» **INPUT DATA**:
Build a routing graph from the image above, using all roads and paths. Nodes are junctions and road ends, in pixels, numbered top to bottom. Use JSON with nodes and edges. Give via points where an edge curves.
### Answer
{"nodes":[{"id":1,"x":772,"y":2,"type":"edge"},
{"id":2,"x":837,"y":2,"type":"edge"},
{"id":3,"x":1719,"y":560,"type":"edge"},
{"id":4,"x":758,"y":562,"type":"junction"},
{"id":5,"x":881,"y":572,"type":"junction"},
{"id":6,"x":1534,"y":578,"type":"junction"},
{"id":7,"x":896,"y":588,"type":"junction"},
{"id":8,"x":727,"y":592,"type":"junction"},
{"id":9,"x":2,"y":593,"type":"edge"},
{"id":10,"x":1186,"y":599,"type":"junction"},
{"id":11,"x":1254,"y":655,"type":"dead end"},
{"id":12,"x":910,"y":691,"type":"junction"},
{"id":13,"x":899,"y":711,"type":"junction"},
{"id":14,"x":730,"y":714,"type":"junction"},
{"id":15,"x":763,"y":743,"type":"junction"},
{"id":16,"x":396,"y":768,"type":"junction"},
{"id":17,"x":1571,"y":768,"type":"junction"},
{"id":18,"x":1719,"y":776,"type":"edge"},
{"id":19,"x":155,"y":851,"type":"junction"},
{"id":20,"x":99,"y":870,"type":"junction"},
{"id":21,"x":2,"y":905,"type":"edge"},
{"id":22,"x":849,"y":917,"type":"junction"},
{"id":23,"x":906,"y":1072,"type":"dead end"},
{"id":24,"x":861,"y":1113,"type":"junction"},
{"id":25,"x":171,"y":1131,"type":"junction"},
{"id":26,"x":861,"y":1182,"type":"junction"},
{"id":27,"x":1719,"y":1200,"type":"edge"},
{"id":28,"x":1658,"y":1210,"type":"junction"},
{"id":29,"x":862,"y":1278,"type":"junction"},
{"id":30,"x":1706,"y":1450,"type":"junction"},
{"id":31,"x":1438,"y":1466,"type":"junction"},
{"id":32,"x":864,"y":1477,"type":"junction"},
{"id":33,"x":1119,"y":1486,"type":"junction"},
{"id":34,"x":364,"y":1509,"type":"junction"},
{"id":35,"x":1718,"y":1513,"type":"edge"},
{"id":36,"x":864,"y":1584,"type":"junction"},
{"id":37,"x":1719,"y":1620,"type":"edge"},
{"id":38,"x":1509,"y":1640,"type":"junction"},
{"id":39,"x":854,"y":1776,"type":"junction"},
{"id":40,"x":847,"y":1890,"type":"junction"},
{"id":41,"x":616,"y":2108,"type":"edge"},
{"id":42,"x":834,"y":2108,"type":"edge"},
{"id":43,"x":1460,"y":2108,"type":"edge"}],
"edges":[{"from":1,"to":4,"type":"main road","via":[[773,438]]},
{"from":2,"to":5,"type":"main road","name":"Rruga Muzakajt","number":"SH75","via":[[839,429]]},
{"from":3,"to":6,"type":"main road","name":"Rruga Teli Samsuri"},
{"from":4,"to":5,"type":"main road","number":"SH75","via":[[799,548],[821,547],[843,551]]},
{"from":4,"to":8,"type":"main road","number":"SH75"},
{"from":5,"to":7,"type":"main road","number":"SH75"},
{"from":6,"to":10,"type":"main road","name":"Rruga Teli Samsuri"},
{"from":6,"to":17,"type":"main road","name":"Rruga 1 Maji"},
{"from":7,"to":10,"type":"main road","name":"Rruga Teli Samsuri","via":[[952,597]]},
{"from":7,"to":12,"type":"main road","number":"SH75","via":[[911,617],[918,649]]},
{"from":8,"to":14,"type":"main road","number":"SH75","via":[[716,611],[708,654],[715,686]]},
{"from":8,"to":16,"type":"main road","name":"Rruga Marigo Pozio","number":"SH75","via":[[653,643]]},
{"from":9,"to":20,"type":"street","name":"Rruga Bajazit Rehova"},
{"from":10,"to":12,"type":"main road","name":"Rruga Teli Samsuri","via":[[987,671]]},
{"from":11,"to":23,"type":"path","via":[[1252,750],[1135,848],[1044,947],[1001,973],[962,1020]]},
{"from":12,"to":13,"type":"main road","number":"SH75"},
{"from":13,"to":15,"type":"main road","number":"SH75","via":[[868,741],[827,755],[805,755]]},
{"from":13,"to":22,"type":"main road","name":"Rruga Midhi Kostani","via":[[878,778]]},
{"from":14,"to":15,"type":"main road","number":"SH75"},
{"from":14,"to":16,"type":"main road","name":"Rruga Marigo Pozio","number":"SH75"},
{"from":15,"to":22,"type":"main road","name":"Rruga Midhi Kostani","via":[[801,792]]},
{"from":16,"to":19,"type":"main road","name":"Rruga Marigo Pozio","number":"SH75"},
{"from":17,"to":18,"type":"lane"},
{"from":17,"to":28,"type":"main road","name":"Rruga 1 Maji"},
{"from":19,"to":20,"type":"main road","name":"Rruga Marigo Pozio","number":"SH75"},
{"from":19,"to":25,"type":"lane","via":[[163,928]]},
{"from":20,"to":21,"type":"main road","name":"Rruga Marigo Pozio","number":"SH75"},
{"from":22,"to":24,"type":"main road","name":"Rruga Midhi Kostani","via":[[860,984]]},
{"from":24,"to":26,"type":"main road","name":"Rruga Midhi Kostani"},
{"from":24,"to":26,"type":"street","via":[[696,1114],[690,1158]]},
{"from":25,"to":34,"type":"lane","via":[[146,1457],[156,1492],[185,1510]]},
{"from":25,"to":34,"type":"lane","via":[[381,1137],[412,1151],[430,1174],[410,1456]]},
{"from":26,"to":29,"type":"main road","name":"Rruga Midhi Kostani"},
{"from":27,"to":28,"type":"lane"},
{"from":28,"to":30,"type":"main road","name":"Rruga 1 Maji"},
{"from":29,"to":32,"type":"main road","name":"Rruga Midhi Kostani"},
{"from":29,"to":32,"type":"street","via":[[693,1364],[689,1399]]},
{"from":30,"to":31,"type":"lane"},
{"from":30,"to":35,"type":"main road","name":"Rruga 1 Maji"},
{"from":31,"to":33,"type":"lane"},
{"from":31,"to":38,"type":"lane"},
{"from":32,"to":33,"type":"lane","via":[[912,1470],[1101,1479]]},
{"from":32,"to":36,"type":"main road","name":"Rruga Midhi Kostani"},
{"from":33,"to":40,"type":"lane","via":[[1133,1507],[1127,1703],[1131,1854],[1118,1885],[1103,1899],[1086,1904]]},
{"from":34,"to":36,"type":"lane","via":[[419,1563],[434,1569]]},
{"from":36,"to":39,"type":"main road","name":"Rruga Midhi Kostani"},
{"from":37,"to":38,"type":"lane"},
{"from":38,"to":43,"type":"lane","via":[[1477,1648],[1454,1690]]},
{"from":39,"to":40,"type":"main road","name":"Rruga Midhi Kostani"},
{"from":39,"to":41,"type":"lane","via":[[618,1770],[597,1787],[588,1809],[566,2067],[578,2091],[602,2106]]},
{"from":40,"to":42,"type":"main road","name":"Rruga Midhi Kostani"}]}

» **PROBLEM**:
How many of the lines above contain the string "Maji"? Give the count alone.

» **RESPONSE TO THIS EXERCISE**:
4